### [EXERCISE GOAL]
Your answer should be the line containing "Extract the road graph of the" and every line after it to the end of the records below, word for word.

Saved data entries
# # #

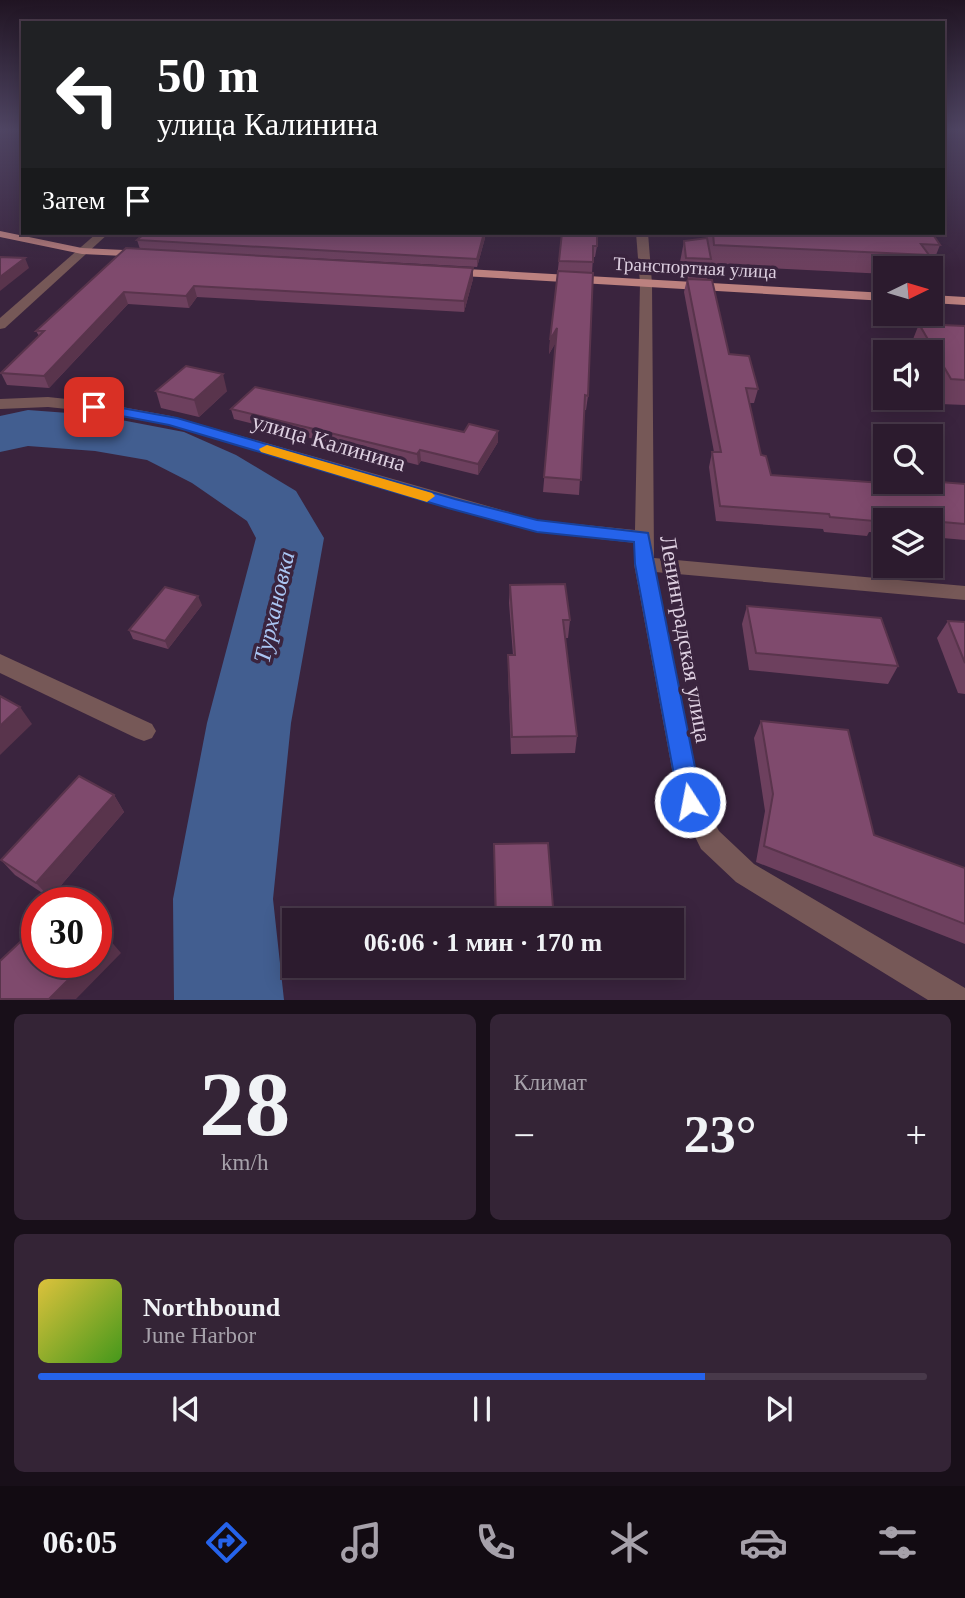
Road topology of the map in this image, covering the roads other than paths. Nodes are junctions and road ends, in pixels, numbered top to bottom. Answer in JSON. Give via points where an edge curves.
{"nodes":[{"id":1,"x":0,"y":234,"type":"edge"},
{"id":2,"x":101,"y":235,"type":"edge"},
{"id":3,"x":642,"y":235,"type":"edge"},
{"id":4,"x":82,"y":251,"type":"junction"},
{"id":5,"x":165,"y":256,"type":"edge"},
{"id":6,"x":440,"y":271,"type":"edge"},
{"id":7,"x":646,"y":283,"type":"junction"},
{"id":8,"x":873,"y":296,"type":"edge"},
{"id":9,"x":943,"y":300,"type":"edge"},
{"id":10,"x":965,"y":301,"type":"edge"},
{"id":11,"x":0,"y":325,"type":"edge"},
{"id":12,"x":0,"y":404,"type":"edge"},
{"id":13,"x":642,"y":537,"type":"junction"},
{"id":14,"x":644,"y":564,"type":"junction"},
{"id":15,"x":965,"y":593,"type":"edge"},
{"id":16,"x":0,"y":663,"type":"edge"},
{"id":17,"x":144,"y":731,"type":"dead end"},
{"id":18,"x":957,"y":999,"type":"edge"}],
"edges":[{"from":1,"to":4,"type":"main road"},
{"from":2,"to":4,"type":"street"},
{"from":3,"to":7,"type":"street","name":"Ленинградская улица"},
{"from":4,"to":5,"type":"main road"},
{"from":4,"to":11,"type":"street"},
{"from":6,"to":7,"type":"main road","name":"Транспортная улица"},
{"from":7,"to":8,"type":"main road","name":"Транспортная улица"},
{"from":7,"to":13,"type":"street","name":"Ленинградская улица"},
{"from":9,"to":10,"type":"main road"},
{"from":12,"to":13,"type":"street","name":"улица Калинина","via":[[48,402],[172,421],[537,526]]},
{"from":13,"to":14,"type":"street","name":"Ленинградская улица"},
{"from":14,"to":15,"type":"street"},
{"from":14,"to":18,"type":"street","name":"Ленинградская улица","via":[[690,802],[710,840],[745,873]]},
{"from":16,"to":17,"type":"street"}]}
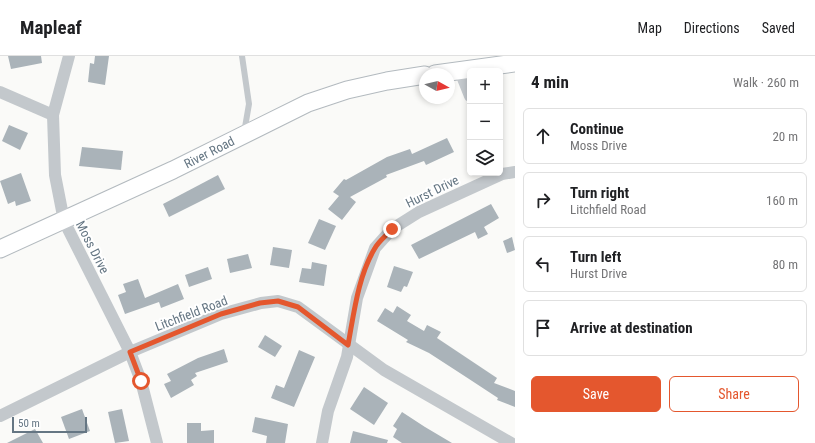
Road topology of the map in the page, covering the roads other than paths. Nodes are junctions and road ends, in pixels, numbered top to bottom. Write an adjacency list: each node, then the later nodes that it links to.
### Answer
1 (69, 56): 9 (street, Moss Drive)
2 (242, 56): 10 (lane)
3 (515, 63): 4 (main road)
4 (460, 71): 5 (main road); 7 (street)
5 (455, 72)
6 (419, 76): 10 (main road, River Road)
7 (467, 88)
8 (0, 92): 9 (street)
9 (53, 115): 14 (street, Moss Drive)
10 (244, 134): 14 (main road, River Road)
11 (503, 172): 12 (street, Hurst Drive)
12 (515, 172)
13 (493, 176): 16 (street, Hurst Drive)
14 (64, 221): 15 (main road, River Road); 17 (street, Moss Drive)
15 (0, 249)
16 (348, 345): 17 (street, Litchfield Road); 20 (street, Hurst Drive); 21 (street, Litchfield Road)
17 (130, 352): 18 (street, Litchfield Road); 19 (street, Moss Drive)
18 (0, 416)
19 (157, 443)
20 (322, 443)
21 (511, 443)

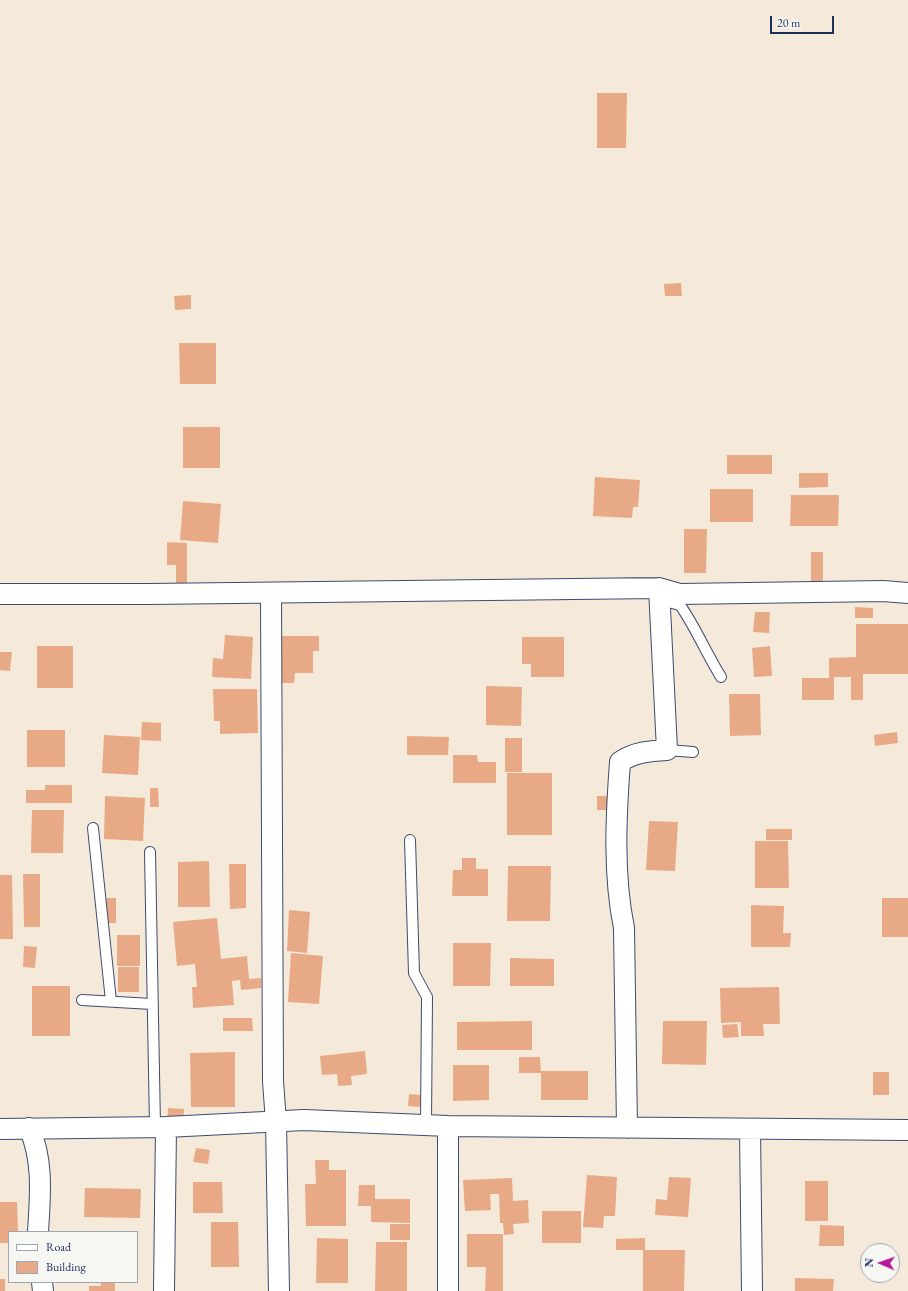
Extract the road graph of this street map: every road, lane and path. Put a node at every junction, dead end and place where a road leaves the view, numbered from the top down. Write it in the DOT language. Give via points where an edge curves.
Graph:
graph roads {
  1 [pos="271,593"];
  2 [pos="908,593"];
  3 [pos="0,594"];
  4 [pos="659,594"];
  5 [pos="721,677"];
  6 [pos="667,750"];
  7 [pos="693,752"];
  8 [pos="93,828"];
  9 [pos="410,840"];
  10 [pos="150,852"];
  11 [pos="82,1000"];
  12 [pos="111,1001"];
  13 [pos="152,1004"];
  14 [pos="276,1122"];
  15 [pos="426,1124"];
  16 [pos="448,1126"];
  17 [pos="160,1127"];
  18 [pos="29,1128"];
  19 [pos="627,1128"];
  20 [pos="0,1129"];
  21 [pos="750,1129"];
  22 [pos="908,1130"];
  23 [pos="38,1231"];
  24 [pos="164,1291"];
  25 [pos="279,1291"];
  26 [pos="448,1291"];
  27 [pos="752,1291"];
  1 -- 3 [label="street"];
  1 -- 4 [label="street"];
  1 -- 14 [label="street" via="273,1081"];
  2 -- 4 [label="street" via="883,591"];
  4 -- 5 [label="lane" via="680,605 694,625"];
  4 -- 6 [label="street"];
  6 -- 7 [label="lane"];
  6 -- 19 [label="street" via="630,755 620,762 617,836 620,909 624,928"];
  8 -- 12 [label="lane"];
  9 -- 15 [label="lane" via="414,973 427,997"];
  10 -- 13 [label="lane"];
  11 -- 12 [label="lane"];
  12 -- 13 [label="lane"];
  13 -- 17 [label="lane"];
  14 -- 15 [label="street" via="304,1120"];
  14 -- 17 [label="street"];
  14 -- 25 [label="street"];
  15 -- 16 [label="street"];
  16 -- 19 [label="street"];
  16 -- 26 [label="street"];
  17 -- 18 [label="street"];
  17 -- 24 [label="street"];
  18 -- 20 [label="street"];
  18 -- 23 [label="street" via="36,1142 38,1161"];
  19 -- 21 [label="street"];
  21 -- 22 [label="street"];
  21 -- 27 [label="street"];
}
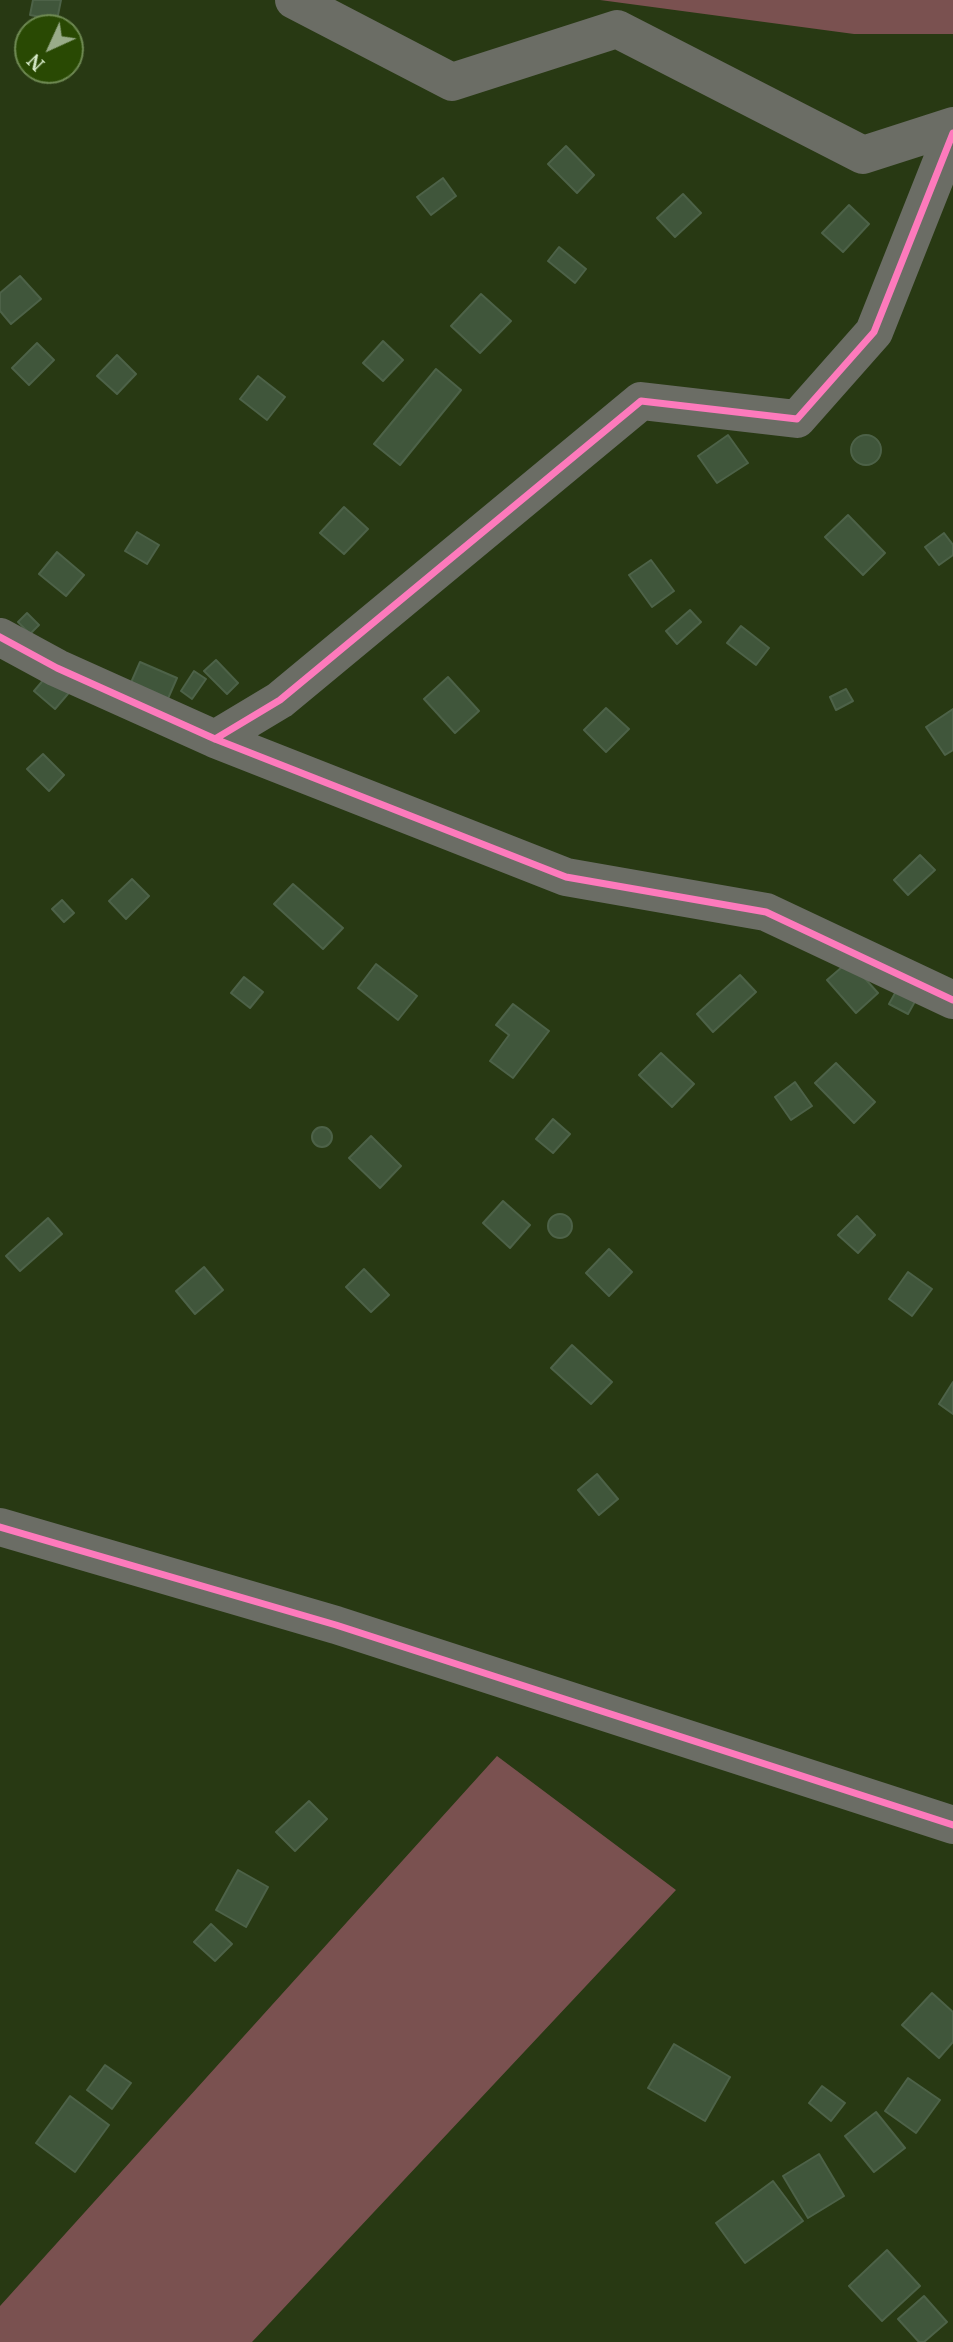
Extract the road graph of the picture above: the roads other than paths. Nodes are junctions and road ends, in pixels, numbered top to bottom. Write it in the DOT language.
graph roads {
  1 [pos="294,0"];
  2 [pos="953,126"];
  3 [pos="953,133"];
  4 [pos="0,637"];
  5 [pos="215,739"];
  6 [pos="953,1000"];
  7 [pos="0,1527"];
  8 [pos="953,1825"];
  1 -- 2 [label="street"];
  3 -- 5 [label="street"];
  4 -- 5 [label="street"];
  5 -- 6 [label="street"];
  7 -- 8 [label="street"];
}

# # #

### [EXERCISE RESULT]
Extract the road graph of the picture above: the roads other than paths. Nodes are junctions and road ends, in pixels, numbered top to bottom. Write it in the DOT language.
graph roads {
  1 [pos="294,0"];
  2 [pos="953,126"];
  3 [pos="953,133"];
  4 [pos="0,637"];
  5 [pos="215,739"];
  6 [pos="953,1000"];
  7 [pos="0,1527"];
  8 [pos="953,1825"];
  1 -- 2 [label="street"];
  3 -- 5 [label="street"];
  4 -- 5 [label="street"];
  5 -- 6 [label="street"];
  7 -- 8 [label="street"];
}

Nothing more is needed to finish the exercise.